EXERCISE INSTRUCTIONS.
Look at each line of the listing. Copy those that hold the string "node".
= Beginning of Section =
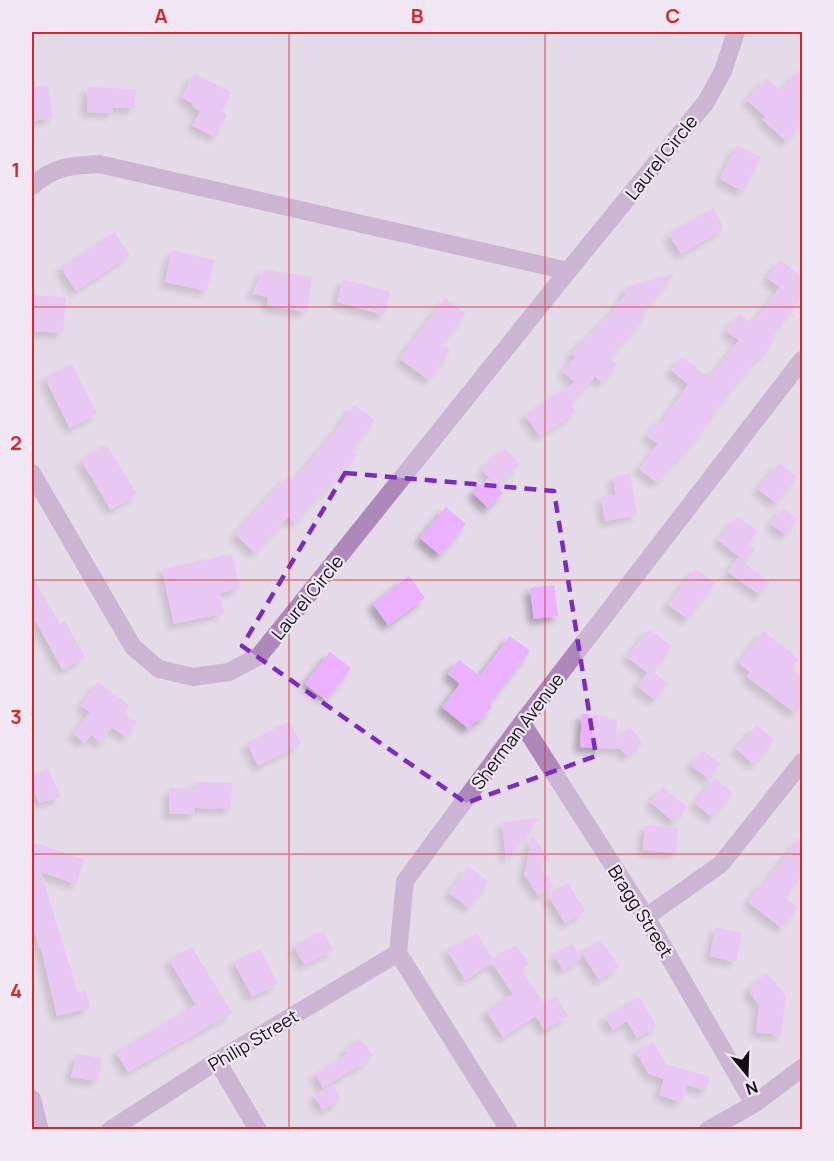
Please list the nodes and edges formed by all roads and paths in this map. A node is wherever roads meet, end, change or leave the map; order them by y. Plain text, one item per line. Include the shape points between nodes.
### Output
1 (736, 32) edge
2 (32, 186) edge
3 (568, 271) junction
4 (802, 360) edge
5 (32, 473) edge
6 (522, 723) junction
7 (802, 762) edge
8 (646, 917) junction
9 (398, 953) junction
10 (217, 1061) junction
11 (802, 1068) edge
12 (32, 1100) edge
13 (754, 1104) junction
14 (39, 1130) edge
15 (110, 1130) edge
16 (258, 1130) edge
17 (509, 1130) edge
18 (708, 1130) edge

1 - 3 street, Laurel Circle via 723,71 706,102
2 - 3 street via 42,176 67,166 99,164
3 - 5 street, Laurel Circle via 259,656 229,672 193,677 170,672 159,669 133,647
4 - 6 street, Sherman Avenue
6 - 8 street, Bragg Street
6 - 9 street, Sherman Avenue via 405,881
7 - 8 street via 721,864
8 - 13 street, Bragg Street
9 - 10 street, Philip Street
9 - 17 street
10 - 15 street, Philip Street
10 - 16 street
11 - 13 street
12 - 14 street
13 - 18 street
= End of Section =
= Beginning of Section =
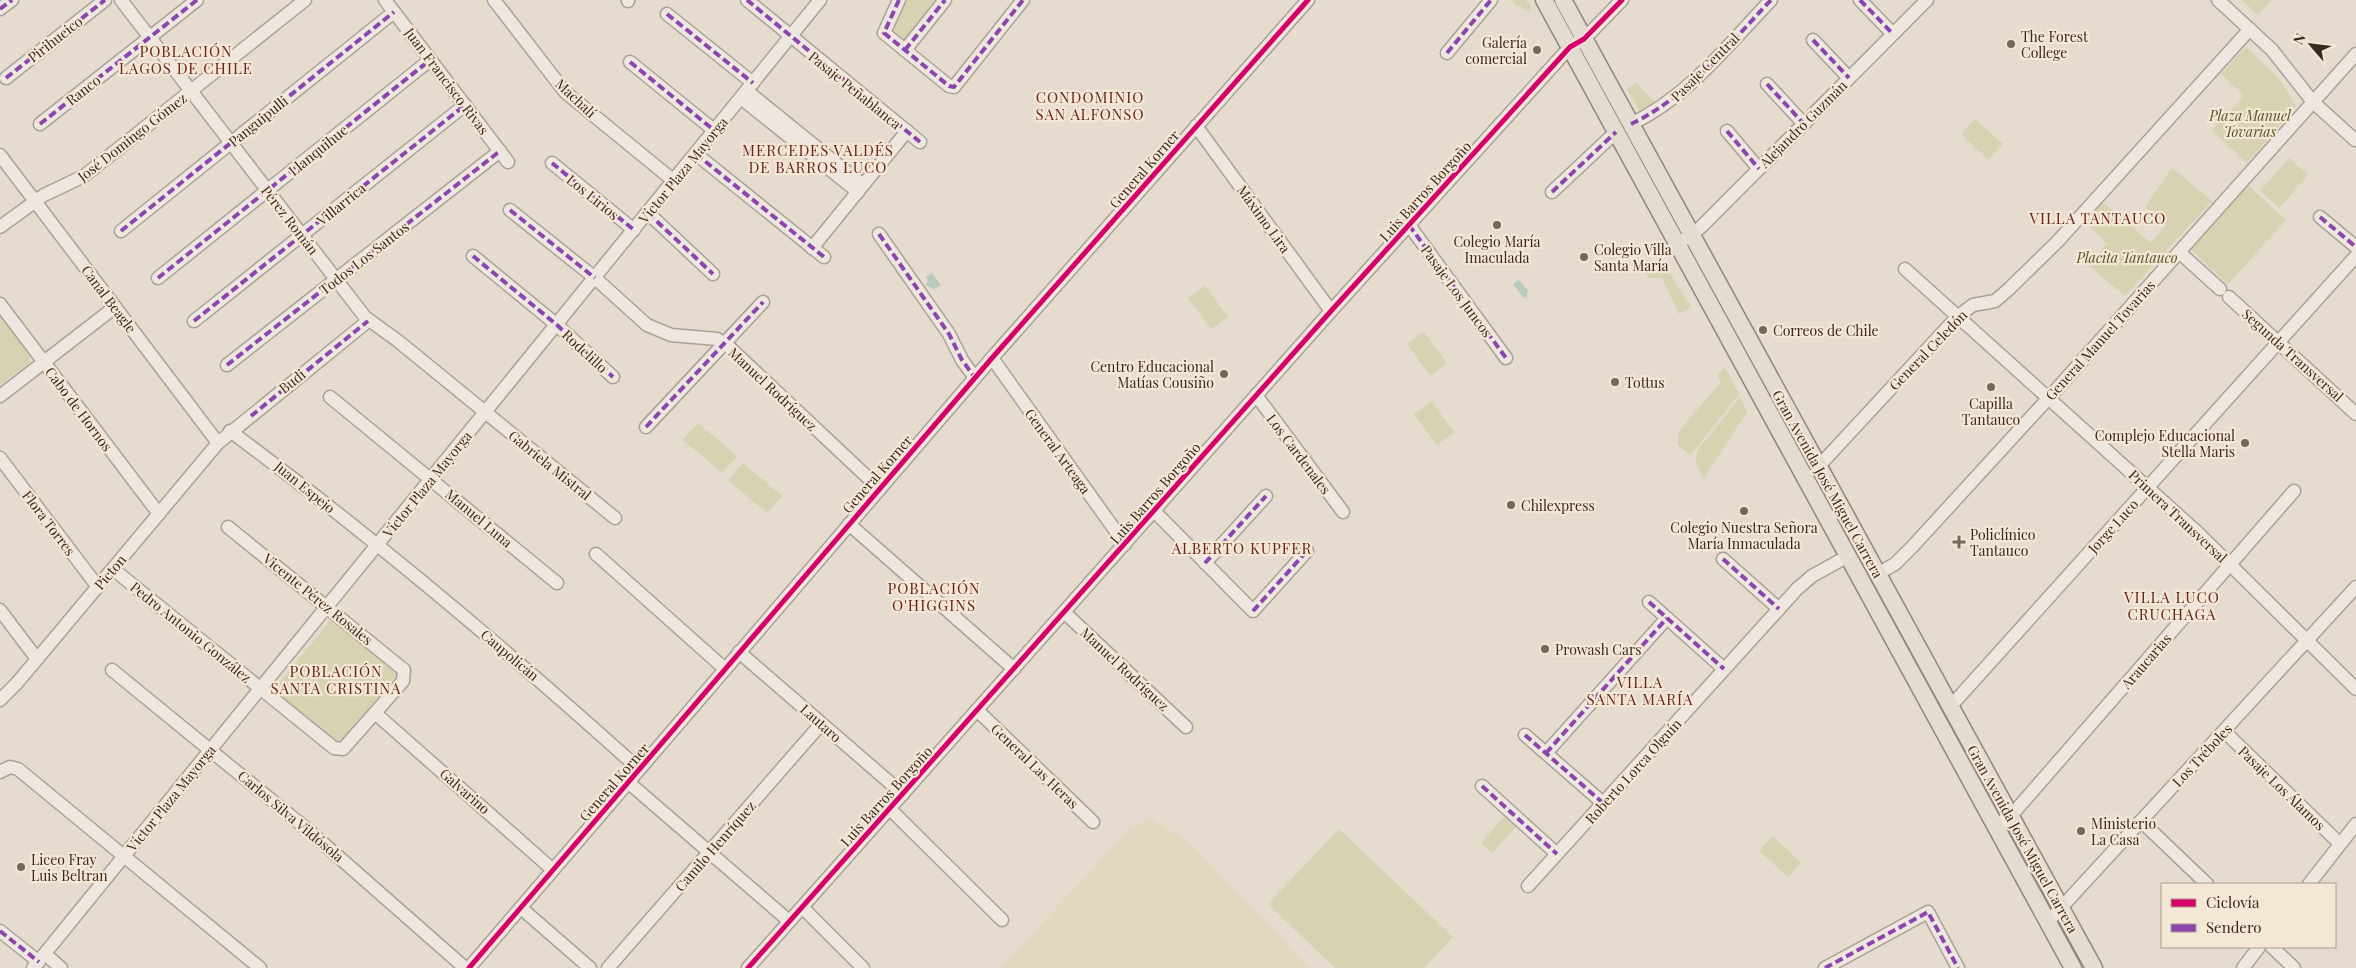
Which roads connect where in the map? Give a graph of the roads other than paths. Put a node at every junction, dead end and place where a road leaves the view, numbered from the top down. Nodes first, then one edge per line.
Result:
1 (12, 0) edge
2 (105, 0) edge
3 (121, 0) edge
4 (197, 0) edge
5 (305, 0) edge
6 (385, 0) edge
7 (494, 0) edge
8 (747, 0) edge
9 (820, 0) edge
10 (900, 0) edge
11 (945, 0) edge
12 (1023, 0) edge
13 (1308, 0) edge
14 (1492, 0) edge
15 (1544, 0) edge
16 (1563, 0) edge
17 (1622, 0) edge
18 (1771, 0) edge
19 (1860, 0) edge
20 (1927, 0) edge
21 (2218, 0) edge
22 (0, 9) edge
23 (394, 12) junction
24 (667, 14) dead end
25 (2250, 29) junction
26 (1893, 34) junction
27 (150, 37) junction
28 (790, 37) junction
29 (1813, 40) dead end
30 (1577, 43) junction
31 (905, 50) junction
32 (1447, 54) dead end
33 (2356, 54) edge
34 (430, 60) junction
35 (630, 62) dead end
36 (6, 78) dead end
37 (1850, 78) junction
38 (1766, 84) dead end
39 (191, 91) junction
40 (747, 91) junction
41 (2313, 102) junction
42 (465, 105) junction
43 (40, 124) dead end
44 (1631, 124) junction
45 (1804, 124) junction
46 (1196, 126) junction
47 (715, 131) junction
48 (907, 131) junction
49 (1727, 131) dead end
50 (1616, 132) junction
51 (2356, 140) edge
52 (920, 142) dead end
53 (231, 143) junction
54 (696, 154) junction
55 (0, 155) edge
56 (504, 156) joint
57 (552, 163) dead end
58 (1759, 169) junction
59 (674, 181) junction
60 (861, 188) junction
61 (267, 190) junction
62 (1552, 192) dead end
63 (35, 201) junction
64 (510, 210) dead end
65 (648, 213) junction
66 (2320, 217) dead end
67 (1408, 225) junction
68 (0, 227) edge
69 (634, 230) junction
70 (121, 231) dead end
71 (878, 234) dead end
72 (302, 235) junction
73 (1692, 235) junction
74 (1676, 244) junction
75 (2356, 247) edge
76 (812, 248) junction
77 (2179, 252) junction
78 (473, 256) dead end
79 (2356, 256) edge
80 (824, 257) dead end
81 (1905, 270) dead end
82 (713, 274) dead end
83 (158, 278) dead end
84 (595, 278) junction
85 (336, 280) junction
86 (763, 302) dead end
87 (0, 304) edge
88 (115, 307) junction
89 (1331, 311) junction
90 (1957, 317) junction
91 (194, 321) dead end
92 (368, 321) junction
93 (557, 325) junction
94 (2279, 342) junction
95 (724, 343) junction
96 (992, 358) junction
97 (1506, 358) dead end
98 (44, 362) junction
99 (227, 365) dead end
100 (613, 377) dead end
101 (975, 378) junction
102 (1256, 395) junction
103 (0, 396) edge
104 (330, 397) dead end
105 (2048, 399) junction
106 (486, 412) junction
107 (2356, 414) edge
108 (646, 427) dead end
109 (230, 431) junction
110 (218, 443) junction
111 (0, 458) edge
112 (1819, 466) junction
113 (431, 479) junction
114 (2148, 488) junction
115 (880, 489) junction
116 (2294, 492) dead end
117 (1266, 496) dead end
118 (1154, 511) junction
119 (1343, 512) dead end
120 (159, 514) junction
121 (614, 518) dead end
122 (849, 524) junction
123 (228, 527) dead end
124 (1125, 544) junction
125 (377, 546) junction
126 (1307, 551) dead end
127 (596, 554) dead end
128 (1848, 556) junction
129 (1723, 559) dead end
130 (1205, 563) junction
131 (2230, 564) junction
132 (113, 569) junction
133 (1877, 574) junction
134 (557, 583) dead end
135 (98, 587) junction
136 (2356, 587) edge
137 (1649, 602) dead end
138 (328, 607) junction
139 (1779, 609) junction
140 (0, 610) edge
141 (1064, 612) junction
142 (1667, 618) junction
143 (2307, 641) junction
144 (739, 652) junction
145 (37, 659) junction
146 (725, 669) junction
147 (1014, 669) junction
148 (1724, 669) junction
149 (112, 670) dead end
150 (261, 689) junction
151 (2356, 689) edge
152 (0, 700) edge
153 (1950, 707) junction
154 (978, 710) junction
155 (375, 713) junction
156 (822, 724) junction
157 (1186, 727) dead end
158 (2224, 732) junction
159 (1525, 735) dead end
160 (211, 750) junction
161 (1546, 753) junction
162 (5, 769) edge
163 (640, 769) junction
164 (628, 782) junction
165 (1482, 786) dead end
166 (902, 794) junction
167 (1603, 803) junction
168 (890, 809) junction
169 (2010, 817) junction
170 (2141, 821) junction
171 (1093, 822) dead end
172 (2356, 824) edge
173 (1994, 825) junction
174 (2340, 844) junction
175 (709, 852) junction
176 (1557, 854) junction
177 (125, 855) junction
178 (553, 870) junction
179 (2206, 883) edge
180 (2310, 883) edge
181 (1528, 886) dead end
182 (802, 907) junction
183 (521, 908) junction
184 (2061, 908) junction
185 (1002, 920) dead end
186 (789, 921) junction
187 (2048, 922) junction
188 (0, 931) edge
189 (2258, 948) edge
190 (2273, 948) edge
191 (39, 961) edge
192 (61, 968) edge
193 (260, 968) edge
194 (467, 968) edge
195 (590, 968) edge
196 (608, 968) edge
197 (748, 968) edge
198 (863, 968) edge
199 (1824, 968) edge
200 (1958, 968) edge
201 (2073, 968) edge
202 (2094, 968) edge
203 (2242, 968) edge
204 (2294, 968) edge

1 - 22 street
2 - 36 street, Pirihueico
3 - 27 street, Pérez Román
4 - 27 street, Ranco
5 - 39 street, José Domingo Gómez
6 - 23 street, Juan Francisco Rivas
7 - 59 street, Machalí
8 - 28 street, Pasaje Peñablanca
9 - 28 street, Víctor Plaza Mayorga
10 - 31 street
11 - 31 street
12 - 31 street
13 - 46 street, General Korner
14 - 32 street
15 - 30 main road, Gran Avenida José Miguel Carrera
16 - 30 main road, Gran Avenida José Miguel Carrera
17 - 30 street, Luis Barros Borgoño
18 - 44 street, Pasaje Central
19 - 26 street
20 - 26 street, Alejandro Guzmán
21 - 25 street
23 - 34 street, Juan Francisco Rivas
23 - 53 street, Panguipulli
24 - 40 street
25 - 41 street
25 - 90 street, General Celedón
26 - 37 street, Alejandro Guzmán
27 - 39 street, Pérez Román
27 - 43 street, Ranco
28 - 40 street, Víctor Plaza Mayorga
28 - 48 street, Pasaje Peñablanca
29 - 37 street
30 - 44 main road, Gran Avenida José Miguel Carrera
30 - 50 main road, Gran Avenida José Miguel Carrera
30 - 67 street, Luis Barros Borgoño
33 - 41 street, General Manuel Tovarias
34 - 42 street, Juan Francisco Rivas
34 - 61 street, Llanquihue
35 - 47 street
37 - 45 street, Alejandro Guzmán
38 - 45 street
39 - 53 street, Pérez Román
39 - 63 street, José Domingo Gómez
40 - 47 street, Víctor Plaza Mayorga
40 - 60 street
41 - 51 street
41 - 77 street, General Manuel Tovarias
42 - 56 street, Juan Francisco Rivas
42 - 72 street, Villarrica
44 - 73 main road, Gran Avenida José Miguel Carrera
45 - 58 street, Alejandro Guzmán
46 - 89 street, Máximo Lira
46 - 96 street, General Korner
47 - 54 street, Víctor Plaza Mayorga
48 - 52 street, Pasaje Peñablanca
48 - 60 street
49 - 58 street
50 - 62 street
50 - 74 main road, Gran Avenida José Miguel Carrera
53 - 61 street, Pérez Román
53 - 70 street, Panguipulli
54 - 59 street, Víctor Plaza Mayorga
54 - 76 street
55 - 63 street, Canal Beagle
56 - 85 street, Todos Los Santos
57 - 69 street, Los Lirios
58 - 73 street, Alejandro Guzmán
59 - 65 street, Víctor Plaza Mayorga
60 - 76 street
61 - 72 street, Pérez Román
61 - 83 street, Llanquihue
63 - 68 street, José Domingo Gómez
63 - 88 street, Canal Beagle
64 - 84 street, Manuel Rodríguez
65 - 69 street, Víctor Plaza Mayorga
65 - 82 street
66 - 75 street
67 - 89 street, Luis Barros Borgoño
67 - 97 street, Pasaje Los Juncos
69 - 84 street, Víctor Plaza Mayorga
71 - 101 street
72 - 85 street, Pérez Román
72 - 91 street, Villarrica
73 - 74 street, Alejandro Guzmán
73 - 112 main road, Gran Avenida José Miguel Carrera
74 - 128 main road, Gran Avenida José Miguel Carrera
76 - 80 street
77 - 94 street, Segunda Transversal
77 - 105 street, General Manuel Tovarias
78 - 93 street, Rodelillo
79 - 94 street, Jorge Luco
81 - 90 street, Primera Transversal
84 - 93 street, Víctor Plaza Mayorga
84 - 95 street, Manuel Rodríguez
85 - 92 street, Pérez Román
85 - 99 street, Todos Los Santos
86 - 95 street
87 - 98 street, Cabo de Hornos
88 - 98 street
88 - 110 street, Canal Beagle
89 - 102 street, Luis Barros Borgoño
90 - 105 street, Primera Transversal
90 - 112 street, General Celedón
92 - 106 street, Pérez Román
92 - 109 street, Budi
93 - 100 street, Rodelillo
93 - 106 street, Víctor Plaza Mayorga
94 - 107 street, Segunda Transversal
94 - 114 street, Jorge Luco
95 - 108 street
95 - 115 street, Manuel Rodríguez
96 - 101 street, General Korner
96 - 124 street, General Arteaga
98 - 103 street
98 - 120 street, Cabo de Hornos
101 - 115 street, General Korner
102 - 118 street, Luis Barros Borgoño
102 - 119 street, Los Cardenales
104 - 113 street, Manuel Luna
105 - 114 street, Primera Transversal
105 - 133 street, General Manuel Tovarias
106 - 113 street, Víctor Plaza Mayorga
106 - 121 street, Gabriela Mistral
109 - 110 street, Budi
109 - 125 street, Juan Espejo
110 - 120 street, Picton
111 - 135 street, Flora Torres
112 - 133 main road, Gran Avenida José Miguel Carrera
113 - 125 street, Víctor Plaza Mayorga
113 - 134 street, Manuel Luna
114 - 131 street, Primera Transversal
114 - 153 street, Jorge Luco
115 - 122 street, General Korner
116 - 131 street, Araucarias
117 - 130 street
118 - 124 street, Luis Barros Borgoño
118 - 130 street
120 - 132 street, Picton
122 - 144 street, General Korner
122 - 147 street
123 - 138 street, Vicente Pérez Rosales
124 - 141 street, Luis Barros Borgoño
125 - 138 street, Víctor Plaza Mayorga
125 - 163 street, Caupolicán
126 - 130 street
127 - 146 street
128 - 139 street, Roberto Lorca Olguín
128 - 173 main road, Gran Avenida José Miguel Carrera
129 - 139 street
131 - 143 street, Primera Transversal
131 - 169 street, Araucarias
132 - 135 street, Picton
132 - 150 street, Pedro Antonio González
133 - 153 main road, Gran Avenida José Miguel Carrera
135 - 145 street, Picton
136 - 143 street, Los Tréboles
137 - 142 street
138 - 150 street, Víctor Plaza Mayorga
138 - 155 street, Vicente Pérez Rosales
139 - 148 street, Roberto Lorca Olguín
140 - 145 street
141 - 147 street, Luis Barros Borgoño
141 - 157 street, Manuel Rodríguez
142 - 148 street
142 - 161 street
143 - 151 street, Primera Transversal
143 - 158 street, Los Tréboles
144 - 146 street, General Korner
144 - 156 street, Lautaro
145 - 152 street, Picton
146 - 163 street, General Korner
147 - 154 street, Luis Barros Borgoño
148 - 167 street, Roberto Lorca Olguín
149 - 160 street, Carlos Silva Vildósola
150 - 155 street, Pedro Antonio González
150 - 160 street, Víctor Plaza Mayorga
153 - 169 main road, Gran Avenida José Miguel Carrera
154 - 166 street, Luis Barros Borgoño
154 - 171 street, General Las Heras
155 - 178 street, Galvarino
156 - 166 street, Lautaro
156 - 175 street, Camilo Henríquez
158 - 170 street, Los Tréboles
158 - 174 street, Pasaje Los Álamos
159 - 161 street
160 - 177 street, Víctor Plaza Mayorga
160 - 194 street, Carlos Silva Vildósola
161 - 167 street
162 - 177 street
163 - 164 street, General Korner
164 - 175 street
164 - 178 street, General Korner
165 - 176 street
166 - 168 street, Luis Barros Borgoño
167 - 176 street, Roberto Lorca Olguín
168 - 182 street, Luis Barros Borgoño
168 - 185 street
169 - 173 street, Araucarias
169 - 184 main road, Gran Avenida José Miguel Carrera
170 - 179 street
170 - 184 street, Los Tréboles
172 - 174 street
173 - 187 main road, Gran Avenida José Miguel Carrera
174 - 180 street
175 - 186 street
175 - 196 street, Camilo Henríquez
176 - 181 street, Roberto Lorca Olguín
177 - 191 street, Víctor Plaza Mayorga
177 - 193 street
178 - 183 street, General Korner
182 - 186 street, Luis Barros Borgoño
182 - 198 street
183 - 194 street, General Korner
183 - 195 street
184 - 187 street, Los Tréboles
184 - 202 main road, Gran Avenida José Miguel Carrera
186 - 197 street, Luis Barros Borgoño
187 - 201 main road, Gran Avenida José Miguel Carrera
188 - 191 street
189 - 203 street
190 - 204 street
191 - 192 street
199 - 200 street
= End of Section =
YOUR SOLUTION.
Please list the nodes and edges formed by all roads and paths in this map. A node is wherever roads meet, end, change or leave the map; order them by y. Plain text, one item per line. Include the shape points between nodes.
Which roads connect where in the map? Give a graph of the roads other than paths. Put a node at every junction, dead end and place where a road leaves the view, numbered from the top down. Nodes first, then one edge per line.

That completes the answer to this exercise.